CARS: Vehicle buying is the No. 1 spending weakness for today's consumer, Howard said. "People buy cars on emotion," he said. "They buy in a day, and they're stuck with consequences for four to seven years." Most consumers do car-shopping backward, he said. They go shopping for a car and then figure out how to pay for it. He suggests first thinking about how much you'll spend, doing some research with Consumer Reports and getting prequalified for a loan before you ever step foot on a dealer lot and become susceptible to new-car fever. "I'd like to get people to separate themselves from their emotional side and first come up with a realistic price target," he said. "They need to turn the order on its head and make it a methodical process."

He recommends never financing for more than 42 months. If you can't afford that, you should buy a cheaper car, he says. He mentions carsdirect.com and zag.com as places to get price quotes for vehicles without going through the "grind" negotiations at a dealership.

PHONES: Howard likes the idea of cutting your landline phone service and using cellphones, especially cheaper no-contract cellphones. He says he recently switched from a big wireless phone company to Straight Talk, Walmart's wireless service that offers unlimited calling, texting and data for $45 per month. Some other major carriers charge well over $100 per month for those services and would not include unlimited data. Straight Talk service piggybacks on the calling networks of existing wireless carriers.

BANKING: Howard regularly urges people to think twice about doing business with what he calls "giant, monster megabanks." Instead he likes small banks and especially consumer-friendly credit unions, known for lower borrowing rates and superior customer service. The potential trade-off is convenience. Credit unions don't have their own extensive branch and ATM networks. Websites such as http:creditunion.coop/ and http:www.findacreditunion.com/ can help you find a credit union you qualify for.

EXTENDED WARRANTIES: Howard urges consumers to skip extended warranties that are offered on so many appliances and electronics today because they are too expensive for what they cover. Many credit card companies will extend the manufacturer warranty for free if you use their card for the purchase, he notes. An exception to his rule on warranties is for cars. Howard said he is neutral on car warranties for people who could not afford a large auto-repair bill. But be sure to buy the warranty from the manufacturer, not a third party, he said.

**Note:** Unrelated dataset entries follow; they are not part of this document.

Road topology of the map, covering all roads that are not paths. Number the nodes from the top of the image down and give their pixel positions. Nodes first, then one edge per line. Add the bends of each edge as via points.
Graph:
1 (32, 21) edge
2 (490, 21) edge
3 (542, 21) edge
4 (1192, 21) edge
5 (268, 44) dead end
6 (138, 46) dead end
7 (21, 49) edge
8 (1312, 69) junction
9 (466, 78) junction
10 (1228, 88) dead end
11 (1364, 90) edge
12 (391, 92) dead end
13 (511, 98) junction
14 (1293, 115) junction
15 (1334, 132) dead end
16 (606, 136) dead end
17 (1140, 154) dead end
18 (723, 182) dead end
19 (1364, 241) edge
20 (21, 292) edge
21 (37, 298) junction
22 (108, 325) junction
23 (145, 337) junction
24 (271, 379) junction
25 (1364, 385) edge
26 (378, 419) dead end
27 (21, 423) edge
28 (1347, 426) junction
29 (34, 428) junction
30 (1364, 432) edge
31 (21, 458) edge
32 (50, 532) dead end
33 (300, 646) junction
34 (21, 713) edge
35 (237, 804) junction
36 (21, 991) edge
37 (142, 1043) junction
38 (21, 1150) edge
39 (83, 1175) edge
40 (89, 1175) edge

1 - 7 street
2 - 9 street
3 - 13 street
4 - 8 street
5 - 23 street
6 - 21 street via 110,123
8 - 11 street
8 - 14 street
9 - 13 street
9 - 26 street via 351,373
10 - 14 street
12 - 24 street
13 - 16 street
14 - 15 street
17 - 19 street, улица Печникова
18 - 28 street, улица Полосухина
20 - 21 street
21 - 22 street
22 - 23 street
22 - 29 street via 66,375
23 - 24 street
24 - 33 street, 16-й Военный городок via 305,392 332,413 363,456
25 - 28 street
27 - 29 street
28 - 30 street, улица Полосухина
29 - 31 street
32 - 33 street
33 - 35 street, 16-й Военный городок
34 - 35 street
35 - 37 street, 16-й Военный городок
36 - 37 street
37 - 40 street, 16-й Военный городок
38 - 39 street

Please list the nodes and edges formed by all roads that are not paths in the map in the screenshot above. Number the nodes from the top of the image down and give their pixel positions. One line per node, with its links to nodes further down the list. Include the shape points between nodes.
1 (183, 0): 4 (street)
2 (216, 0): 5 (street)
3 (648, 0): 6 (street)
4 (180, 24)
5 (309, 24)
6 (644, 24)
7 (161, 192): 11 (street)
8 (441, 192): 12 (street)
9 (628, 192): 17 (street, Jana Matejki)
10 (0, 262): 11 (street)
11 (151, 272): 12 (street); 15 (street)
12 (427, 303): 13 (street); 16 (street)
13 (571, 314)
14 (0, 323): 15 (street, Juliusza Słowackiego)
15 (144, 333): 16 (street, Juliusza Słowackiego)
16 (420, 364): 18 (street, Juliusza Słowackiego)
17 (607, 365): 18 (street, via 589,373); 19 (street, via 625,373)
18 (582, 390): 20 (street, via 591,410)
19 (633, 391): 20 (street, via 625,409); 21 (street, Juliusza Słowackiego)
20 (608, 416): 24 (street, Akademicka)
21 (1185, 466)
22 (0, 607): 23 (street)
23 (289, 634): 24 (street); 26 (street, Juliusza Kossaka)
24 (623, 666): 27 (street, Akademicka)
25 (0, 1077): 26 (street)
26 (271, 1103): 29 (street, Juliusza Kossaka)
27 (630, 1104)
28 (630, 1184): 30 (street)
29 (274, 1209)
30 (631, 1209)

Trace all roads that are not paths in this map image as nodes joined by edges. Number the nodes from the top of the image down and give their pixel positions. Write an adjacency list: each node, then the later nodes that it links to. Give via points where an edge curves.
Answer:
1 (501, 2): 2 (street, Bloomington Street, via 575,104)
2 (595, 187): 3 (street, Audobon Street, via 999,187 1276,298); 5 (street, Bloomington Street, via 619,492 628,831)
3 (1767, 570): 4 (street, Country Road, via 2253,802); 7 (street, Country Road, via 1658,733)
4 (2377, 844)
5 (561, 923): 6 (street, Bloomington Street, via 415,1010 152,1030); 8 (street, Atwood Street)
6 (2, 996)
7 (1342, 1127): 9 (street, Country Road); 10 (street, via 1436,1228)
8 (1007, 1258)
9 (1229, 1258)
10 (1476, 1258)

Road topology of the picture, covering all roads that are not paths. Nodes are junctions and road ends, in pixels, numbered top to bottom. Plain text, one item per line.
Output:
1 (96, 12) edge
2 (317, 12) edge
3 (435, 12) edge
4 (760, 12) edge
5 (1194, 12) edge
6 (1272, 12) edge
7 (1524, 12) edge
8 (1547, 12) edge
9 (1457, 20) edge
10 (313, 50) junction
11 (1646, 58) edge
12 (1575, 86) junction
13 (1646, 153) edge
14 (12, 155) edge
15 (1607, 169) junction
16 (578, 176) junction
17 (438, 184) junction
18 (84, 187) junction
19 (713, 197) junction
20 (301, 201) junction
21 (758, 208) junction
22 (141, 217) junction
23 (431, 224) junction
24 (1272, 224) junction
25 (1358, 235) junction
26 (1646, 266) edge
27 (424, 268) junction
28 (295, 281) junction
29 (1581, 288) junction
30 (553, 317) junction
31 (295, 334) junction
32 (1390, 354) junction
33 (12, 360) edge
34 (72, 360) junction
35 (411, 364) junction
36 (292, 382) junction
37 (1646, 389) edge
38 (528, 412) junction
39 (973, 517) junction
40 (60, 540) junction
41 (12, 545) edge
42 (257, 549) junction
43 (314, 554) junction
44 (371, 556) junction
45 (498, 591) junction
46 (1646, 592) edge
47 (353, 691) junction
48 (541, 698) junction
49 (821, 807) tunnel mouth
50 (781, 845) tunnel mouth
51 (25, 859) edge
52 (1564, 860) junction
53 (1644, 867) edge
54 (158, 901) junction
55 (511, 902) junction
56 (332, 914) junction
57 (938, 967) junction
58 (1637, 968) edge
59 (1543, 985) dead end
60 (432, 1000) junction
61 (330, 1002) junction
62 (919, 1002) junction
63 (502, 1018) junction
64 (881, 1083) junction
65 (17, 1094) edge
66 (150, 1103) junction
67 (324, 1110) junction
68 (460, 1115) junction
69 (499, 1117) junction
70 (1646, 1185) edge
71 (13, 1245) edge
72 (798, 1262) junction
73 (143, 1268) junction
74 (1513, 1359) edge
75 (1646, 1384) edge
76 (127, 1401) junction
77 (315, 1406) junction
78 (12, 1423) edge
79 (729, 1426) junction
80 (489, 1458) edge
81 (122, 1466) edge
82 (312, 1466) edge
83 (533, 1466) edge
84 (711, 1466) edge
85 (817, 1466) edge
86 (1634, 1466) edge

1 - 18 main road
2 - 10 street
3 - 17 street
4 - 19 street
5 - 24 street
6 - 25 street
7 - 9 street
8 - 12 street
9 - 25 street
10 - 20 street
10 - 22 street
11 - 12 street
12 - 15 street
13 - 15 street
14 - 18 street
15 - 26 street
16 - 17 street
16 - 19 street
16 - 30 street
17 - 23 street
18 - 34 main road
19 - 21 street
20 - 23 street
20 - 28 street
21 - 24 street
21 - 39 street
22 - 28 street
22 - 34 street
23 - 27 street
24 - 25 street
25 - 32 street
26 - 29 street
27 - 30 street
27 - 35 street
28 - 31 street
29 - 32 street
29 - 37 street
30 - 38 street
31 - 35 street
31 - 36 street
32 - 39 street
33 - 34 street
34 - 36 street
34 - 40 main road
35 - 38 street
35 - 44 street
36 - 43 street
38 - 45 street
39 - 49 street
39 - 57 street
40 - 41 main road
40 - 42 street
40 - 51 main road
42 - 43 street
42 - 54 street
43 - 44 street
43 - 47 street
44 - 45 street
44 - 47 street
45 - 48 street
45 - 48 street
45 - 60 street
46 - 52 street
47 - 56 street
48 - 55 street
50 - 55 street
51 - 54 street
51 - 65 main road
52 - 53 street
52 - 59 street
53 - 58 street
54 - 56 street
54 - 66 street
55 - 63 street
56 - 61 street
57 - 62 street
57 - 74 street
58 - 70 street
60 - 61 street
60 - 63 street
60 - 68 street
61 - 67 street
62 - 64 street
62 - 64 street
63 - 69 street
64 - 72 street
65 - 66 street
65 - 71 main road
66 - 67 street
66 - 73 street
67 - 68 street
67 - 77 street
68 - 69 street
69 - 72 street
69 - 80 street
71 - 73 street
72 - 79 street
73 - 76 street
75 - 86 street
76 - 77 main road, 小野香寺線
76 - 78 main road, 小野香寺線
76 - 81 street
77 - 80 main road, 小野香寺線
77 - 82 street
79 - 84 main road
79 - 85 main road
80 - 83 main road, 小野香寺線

DEBIT CARDS: Some of Howard's advice doesn't jibe with that of other money experts. An example is his unveiled hatred for debit cards. Some people like them because debit cards help consumers avoid the hefty finance charges of credit cards. But Howard regularly calls debit cards "piece-of-trash fake Visa and fake MasterCards," referring to the types of debit cards that feature credit card logos and can be used with a signature. The reason is security, he said. A thief who steals your debit card can empty your bank account, and you might have to fight with your bank to get money back. With credit cards, you simply report the fraud and get a new card. For those who don't like credit cards, cash still works great, he said.

WAREHOUSE CLUBS: Howard is fond of deals offered at warehouse clubs. He likes it even better when there's a markdown at one of those clubs. You can identify clearance items by watching the format of prices. At Sam's Club, look for anything that ends in a penny, such as $24.41, or anything marked with a "C" for clearance. At Costco, look for prices that end in 97 cents. BJ's Wholesale clearly labels its markdowns, he said.

Howard frequently reminds radio listeners that they can get his books at the library for free. His radio show, "The Clark Howard Show," is syndicated nationally. Podcasts of the radio show are available for free on his website,www.clarkhoward.com, or through podcast software such as iTunes. The TV show runs on cable station HLN.

Howard said he thinks Americans' focus on smarter spending is here to stay, thanks to the brutal recession and its aftermath. "It will never be like it was. This is our Great Depression-lite," he said. "The whole shop-till-you-drop thing is over."

Gregory Karp, the author of "Living Rich by Spending Smart," writes for the Chicago Tribune.